Data items
+ + + +
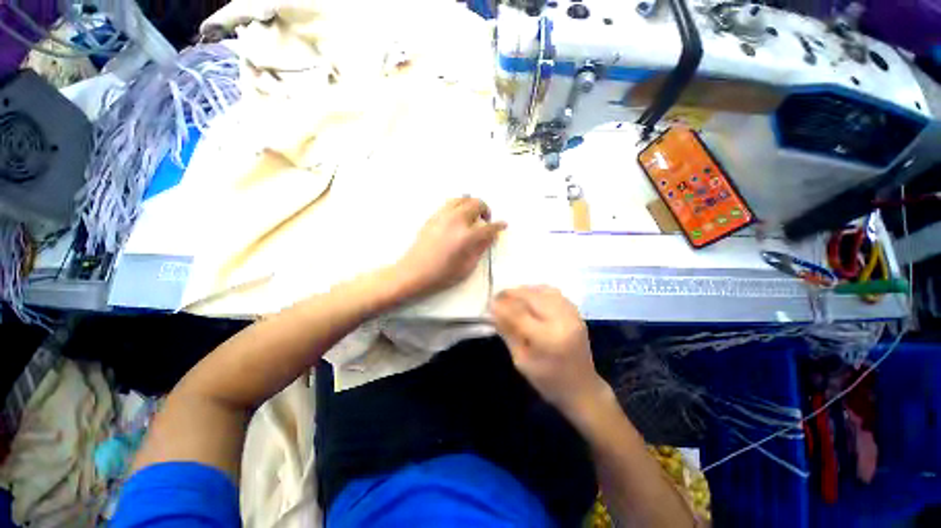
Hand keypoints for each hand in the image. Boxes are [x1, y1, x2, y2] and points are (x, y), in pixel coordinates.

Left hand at [395, 197, 506, 298]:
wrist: (414, 272)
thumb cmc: (442, 275)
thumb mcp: (467, 266)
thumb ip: (481, 248)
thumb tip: (490, 236)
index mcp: (466, 236)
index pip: (489, 227)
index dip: (498, 226)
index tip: (503, 225)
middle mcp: (456, 221)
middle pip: (477, 204)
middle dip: (486, 210)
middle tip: (486, 221)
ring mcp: (443, 216)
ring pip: (463, 198)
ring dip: (472, 204)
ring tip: (473, 216)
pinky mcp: (433, 216)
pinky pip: (450, 203)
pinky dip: (459, 205)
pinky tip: (459, 217)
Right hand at [491, 286, 609, 416]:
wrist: (582, 388)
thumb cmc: (548, 381)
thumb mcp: (521, 360)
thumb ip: (508, 332)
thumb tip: (494, 311)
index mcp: (548, 338)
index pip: (519, 313)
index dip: (502, 305)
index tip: (489, 303)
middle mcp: (562, 321)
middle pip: (532, 296)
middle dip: (511, 293)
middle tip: (497, 297)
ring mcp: (572, 314)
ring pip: (543, 290)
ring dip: (524, 290)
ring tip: (511, 296)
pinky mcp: (576, 312)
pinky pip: (554, 292)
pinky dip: (537, 291)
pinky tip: (528, 297)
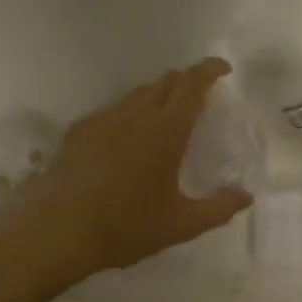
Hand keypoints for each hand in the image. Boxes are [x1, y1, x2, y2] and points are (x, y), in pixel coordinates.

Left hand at [27, 58, 251, 278]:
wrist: (55, 231)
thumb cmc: (125, 226)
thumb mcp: (181, 225)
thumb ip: (218, 208)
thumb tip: (246, 196)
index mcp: (167, 130)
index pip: (192, 83)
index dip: (210, 69)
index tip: (223, 70)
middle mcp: (137, 114)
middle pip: (166, 81)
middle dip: (187, 80)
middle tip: (199, 97)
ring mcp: (104, 119)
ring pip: (138, 92)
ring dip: (159, 95)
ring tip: (165, 117)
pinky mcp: (79, 131)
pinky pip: (114, 109)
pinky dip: (131, 111)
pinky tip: (127, 138)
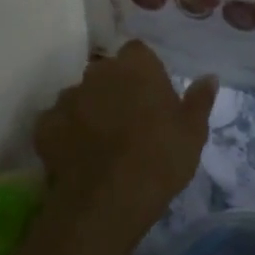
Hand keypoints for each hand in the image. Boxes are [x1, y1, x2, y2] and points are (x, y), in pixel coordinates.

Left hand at [35, 42, 218, 240]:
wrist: (106, 201)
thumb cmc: (159, 159)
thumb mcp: (192, 132)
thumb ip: (199, 100)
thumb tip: (209, 77)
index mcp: (136, 65)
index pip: (139, 53)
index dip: (145, 73)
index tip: (153, 98)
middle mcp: (98, 71)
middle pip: (107, 72)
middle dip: (116, 89)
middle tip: (130, 122)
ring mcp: (68, 96)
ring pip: (81, 95)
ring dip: (90, 109)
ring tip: (102, 143)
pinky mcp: (45, 124)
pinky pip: (57, 122)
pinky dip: (65, 134)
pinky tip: (77, 157)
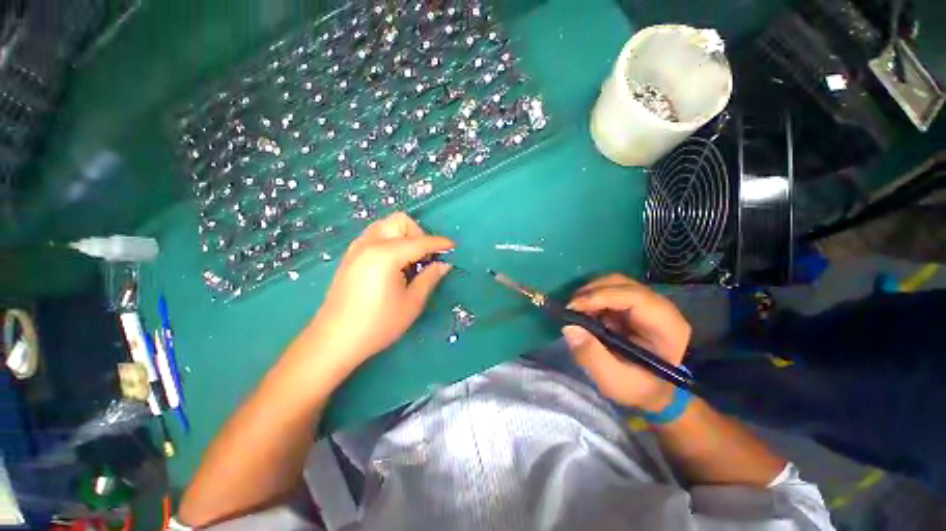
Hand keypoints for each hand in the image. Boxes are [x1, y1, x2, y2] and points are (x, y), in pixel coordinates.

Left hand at [309, 212, 453, 370]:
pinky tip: (393, 265)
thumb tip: (444, 264)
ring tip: (409, 261)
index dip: (440, 244)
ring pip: (386, 226)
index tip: (453, 248)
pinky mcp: (350, 256)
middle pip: (400, 222)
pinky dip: (390, 241)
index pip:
+ + + +
Instructions for the task
Write the data out again exactly, but without its images.

Solution for this problem
Hand keypoints for each hand in the image. Boxes are [x1, y1, x2, y2] and points are (x, y), in pixel coordinates.

Left hand at [395, 197, 506, 298]:
wrist: (414, 272)
thumb cmc: (442, 275)
thumb mcp: (467, 266)
thumb ip: (481, 248)
thumb tip: (490, 236)
index mcp: (466, 236)
index pip: (489, 227)
index dip: (498, 226)
index tip: (503, 225)
middle mcp: (456, 221)
middle pip: (477, 204)
middle dip: (486, 210)
middle tip: (486, 221)
ring mcp: (443, 216)
ring pip: (463, 198)
ring dip: (472, 204)
ring tip: (473, 216)
pinky mcp: (433, 216)
pinky pip: (450, 203)
pinky dip: (459, 205)
pinky tip: (459, 217)
Right hand at [491, 286, 609, 416]:
wrist: (582, 388)
thumb cmc: (548, 381)
thumb mcp: (521, 360)
thumb ip: (508, 332)
thumb tip: (494, 311)
index mcp: (548, 338)
index pip: (519, 313)
index dip: (502, 305)
index tip: (489, 303)
middle mcp: (562, 321)
middle pip: (532, 296)
middle dip: (511, 293)
middle tip: (497, 297)
ring mcp: (572, 314)
ring pip: (543, 290)
ring dip: (524, 290)
ring tip: (511, 296)
pinky mcp: (576, 312)
pinky pip: (554, 292)
pinky dip: (537, 291)
pinky tip: (528, 297)
Hand keypoints for each hand in the image. Boxes are [x1, y1, x2, y2] and points are (x, y), in pixel coordinates.

Left hand at [27, 58, 251, 278]:
wrist: (55, 231)
thumb cmc: (125, 226)
thumb mcp: (181, 225)
thumb ip: (218, 208)
thumb tip: (246, 196)
index mcp: (167, 130)
index pip: (192, 83)
index dip: (210, 69)
index tip: (223, 70)
middle mcp: (137, 114)
middle pip: (166, 81)
middle dip: (187, 80)
middle tip: (199, 97)
ring mcp: (104, 119)
ring pip: (138, 92)
ring dip: (159, 95)
ring tip: (165, 117)
pinky mcp: (79, 131)
pinky pip: (114, 109)
pinky dip: (131, 111)
pinky tip: (127, 138)
Hand keypoints for each hand in the image. Boxes are [x1, y1, x2, y2] and points are (x, y), in pixel coordinates.

Left hand at [35, 42, 218, 240]:
wrist: (106, 201)
thumb cmc: (159, 159)
thumb mcp: (192, 132)
thumb ip: (199, 100)
thumb tip: (209, 77)
index mcp: (136, 65)
index pip: (139, 53)
index dip: (145, 73)
index tip: (153, 98)
middle mcp: (98, 71)
middle pip: (107, 72)
middle dip: (116, 89)
middle tip: (130, 122)
ring mcp: (68, 96)
ring pip: (81, 95)
ring dip: (90, 109)
ring tip: (102, 143)
pinky mcp: (45, 124)
pinky pip: (57, 122)
pinky dip: (65, 134)
pinky tip: (77, 157)
Hand keypoints for each hand in the image. Boxes are [x1, y1, x2, y2] and points are (x, y), in pixel coordinates.

Left hand at [309, 212, 453, 370]:
pinky tip: (393, 265)
thumb tip: (444, 264)
ring tip: (409, 261)
index dip: (440, 244)
ring pip: (386, 226)
index tip: (453, 248)
pinky mcp: (350, 256)
middle pip: (400, 222)
pinky dip: (390, 241)
index pip:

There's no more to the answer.